[Collected data entries]
+++

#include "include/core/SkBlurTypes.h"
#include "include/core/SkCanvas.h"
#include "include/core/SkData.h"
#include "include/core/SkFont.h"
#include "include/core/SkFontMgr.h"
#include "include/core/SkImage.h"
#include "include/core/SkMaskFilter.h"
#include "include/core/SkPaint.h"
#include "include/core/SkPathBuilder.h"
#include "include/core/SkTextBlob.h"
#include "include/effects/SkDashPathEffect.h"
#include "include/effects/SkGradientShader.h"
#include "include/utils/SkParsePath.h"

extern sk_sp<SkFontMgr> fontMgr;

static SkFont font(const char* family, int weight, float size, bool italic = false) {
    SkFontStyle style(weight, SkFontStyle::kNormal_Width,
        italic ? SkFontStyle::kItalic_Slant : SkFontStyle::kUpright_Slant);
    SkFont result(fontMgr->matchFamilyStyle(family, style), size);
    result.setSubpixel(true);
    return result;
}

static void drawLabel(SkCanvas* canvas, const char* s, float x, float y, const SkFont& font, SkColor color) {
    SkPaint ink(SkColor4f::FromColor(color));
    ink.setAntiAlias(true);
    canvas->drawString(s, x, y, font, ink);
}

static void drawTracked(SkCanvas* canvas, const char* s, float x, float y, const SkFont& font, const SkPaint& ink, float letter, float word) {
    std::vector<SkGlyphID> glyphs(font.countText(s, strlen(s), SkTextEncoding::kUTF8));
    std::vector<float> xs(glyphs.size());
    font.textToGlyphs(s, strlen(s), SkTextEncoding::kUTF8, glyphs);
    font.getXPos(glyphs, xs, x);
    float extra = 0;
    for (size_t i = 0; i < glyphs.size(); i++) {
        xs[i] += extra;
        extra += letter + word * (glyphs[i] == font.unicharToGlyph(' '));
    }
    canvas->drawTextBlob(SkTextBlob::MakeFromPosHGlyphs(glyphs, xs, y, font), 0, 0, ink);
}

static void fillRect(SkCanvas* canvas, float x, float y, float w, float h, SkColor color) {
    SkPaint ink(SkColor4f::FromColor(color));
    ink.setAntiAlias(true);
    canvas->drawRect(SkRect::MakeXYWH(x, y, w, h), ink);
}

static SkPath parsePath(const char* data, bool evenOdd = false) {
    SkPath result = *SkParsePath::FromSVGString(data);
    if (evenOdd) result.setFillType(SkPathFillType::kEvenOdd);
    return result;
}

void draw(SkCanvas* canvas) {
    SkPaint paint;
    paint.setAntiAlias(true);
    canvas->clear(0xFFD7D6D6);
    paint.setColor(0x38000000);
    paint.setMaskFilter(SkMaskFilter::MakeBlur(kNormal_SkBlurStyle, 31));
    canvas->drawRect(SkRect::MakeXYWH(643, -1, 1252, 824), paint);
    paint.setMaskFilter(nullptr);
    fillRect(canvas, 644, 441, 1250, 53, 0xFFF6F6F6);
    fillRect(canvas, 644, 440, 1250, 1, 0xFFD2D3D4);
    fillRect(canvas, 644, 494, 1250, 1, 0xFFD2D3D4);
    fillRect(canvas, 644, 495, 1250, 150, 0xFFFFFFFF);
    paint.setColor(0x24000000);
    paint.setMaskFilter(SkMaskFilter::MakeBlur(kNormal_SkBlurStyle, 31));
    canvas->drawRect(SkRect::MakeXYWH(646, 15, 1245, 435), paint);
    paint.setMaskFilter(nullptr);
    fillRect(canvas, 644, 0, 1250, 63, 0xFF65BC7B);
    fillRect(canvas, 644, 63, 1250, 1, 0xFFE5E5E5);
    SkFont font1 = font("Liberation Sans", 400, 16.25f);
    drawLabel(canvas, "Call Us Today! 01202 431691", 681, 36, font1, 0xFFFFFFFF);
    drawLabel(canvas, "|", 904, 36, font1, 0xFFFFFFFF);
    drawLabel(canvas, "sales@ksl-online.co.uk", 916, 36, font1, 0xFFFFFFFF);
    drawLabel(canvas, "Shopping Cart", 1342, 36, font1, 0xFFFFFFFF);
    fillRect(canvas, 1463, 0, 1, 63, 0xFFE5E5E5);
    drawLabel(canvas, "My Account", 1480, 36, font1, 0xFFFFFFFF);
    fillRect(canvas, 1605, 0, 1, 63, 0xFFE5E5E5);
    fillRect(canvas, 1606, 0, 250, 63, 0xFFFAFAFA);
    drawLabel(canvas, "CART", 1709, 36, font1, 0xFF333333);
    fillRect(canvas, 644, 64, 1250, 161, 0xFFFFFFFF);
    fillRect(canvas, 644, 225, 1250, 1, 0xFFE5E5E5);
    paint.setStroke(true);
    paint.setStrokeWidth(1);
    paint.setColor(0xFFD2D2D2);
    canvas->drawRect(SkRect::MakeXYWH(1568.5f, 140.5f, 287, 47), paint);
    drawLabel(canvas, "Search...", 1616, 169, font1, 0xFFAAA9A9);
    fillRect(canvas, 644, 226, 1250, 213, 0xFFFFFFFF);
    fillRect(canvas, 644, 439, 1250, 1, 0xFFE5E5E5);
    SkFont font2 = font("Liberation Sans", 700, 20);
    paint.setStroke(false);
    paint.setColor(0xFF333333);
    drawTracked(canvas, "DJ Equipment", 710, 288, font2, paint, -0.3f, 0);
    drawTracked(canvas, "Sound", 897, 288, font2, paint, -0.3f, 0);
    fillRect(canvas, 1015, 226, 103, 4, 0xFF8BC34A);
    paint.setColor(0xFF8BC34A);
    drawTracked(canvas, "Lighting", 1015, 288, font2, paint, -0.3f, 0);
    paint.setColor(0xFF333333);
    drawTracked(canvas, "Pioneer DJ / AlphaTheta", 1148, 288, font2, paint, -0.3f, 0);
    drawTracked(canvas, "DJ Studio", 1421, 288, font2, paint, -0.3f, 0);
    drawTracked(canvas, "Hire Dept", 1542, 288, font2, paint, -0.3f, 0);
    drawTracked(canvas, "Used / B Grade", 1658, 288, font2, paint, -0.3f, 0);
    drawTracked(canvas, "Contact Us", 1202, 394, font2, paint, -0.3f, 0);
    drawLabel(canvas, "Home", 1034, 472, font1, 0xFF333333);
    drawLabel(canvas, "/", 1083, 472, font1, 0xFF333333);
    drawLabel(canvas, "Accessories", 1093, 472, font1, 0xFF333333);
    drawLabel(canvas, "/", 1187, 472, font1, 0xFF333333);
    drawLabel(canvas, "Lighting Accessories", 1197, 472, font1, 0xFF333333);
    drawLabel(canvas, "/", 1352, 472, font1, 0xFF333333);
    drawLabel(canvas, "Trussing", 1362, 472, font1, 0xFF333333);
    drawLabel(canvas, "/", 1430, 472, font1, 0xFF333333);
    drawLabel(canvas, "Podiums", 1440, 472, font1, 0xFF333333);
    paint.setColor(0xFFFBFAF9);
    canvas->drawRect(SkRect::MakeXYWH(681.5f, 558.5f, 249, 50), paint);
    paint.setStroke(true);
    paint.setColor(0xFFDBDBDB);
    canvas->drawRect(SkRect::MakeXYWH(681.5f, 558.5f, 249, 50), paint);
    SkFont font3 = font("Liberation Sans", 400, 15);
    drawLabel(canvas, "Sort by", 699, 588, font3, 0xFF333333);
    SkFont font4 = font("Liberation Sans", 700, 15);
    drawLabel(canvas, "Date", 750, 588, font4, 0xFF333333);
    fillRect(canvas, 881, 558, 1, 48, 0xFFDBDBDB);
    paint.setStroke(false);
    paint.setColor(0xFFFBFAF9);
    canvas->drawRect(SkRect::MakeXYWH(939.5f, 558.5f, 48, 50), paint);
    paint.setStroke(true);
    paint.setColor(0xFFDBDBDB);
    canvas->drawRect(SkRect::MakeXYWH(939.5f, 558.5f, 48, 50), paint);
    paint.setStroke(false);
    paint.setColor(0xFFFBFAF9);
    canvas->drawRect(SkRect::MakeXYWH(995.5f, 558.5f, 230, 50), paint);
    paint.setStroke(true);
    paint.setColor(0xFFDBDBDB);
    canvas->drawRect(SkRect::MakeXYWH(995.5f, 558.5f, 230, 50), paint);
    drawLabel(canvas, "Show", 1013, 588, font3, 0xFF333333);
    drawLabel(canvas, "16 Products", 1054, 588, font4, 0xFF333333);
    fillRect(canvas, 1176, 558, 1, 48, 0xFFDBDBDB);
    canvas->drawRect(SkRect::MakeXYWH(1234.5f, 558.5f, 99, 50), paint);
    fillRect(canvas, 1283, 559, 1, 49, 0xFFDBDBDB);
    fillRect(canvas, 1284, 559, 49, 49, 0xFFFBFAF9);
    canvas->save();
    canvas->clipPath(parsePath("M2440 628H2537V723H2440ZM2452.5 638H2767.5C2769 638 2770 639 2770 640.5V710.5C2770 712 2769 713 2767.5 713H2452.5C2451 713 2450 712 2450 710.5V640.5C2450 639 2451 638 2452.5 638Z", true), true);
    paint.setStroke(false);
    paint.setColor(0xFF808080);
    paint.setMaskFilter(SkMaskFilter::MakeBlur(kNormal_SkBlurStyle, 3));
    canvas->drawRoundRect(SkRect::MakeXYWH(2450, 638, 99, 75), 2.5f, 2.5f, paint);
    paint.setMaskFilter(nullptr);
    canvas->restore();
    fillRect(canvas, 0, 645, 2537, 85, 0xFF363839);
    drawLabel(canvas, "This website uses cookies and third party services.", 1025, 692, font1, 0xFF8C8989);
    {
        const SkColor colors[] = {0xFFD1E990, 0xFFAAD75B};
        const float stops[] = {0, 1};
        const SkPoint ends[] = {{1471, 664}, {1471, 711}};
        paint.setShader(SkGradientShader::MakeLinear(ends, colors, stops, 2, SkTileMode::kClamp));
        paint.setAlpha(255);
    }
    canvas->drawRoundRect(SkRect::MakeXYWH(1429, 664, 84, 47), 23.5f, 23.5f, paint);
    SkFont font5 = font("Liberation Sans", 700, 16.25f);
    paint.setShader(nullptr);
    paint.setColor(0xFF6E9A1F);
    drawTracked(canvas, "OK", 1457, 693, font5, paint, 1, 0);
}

+++

Using the records above, copy every line that has the word "SkFontStyle" in it.

## ANSWER TO THE EXERCISE
    SkFontStyle style(weight, SkFontStyle::kNormal_Width,
        italic ? SkFontStyle::kItalic_Slant : SkFontStyle::kUpright_Slant);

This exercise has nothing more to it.